**TO DO**
Each line containing the word "馬卡道路" must be copied from the material below.

**LISTED ENTRIES**
= = = =

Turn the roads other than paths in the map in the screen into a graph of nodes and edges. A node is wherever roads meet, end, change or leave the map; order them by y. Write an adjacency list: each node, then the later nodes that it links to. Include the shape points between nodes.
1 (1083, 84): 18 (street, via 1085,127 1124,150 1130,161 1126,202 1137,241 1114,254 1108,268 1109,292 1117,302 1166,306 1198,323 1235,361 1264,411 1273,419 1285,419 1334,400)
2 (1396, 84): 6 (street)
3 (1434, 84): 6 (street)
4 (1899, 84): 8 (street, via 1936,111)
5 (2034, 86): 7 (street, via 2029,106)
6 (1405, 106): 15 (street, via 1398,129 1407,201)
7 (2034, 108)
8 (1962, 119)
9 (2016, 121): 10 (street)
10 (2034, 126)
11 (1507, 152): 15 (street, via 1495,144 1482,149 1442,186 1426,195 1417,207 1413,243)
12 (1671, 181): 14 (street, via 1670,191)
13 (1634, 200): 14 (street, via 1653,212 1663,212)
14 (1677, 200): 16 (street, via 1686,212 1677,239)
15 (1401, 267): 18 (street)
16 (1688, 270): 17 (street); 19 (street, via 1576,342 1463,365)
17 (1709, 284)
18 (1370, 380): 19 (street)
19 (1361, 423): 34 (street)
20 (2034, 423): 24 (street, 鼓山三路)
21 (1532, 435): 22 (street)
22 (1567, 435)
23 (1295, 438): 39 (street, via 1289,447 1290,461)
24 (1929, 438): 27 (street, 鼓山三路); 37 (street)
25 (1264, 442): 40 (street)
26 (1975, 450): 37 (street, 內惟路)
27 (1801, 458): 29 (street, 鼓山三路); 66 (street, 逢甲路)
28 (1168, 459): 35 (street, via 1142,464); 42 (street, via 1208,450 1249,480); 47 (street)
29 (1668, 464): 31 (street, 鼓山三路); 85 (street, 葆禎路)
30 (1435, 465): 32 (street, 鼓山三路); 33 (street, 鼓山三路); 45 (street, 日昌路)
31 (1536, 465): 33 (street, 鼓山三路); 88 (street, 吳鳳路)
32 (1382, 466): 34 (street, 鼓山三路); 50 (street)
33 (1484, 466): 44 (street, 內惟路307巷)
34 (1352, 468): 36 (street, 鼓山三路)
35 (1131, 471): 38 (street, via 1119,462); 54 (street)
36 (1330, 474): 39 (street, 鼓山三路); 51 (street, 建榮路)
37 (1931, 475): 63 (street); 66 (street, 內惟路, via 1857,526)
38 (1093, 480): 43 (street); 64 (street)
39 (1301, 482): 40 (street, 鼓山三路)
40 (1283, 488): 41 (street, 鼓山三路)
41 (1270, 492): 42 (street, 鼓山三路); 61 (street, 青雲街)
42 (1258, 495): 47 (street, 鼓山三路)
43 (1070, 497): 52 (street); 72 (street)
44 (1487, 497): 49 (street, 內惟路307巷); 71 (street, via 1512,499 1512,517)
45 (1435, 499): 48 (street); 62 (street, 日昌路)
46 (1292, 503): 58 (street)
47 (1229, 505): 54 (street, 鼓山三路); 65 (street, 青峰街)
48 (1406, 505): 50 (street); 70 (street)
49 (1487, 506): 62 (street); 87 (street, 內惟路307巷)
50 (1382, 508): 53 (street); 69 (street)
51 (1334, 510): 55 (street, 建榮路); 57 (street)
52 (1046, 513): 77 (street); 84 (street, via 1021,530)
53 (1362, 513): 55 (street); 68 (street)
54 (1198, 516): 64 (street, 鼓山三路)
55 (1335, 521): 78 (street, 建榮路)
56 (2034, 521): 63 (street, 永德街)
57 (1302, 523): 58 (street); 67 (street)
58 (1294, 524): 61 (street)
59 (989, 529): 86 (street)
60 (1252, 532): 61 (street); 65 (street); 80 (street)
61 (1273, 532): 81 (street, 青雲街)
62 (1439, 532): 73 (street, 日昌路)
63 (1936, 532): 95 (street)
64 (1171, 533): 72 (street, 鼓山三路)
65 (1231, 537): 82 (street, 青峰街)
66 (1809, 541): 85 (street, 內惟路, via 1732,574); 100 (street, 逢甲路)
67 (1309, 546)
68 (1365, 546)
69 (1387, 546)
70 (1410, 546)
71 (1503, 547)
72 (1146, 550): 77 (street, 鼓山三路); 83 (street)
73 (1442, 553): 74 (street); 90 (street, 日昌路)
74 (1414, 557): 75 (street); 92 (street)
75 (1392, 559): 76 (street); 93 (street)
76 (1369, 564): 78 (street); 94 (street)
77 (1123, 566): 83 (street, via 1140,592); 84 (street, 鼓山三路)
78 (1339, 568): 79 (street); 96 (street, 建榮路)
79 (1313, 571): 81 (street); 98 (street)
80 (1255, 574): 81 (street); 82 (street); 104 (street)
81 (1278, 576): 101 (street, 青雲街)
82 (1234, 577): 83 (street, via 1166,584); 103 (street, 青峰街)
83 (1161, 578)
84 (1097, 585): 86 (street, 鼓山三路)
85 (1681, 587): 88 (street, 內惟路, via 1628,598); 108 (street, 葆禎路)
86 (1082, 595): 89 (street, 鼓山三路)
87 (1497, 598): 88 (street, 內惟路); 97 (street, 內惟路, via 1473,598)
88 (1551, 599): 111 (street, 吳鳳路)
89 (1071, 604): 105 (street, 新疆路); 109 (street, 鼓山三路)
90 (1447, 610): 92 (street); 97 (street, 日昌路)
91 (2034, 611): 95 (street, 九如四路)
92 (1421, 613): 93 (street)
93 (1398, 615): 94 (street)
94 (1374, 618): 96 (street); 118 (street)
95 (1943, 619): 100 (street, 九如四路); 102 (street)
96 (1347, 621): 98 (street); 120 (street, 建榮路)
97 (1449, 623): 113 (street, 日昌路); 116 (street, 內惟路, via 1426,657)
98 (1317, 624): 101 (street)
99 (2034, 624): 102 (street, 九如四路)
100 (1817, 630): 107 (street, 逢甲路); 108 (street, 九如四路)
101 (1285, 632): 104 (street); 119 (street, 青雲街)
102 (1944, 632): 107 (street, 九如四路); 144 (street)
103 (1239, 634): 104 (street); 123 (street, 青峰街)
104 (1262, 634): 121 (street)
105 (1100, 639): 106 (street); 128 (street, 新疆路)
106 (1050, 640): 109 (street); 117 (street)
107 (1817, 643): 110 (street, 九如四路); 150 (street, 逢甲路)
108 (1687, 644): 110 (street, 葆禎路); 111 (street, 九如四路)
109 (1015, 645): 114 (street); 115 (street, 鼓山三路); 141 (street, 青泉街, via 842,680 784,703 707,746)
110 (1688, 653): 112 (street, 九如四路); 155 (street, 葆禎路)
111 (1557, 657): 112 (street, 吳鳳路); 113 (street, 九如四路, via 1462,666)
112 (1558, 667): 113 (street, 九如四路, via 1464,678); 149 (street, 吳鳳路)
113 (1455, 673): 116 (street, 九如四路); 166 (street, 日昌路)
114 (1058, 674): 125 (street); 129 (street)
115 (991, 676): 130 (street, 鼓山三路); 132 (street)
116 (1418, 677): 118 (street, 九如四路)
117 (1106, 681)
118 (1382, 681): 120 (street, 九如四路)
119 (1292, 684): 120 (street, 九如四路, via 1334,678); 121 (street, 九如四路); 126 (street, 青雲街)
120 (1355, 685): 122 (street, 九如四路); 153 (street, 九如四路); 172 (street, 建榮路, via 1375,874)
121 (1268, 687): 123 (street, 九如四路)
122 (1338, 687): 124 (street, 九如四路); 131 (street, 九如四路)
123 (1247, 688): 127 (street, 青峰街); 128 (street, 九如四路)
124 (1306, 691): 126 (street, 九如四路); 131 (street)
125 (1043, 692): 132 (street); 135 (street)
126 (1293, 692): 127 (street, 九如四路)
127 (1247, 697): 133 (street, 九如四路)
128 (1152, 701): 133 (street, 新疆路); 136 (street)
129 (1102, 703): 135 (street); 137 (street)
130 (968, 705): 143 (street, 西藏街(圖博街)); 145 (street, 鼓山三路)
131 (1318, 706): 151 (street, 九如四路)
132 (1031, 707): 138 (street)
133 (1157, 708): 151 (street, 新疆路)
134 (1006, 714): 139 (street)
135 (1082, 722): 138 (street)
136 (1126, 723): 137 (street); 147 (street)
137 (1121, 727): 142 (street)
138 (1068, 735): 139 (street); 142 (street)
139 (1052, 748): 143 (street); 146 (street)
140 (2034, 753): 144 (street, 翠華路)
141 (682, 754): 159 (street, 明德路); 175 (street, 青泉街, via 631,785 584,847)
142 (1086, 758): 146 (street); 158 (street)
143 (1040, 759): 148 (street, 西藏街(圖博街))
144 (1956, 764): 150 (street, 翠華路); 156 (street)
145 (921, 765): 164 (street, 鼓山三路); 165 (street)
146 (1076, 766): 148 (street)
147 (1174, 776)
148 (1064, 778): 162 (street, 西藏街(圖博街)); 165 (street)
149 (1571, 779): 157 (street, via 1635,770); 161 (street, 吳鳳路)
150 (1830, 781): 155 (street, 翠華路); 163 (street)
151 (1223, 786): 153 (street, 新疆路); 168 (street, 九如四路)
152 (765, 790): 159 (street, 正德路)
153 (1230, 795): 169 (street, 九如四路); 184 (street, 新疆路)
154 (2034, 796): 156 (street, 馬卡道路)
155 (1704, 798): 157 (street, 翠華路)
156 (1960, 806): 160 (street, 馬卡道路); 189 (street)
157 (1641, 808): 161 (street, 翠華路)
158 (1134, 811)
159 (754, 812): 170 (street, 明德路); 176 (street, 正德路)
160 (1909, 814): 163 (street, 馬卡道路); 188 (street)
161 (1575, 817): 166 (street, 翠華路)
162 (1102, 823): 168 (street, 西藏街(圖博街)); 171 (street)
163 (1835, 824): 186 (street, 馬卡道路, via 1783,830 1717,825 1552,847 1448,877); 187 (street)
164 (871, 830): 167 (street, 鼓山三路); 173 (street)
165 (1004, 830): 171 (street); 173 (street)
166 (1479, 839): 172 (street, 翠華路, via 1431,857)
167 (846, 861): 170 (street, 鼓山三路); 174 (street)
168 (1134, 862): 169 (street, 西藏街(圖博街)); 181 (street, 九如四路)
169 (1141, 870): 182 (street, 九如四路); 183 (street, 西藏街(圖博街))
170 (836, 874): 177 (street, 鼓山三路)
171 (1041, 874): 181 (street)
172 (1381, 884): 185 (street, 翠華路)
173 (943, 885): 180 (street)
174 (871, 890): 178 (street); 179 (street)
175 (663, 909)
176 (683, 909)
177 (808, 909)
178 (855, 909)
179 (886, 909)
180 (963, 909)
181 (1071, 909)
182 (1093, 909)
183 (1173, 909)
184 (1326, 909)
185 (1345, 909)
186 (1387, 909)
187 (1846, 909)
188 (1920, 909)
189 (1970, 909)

= = = =

**SOLUTION FOR THIS EXERCISE**
154 (2034, 796): 156 (street, 馬卡道路)
156 (1960, 806): 160 (street, 馬卡道路); 189 (street)
160 (1909, 814): 163 (street, 馬卡道路); 188 (street)
163 (1835, 824): 186 (street, 馬卡道路, via 1783,830 1717,825 1552,847 1448,877); 187 (street)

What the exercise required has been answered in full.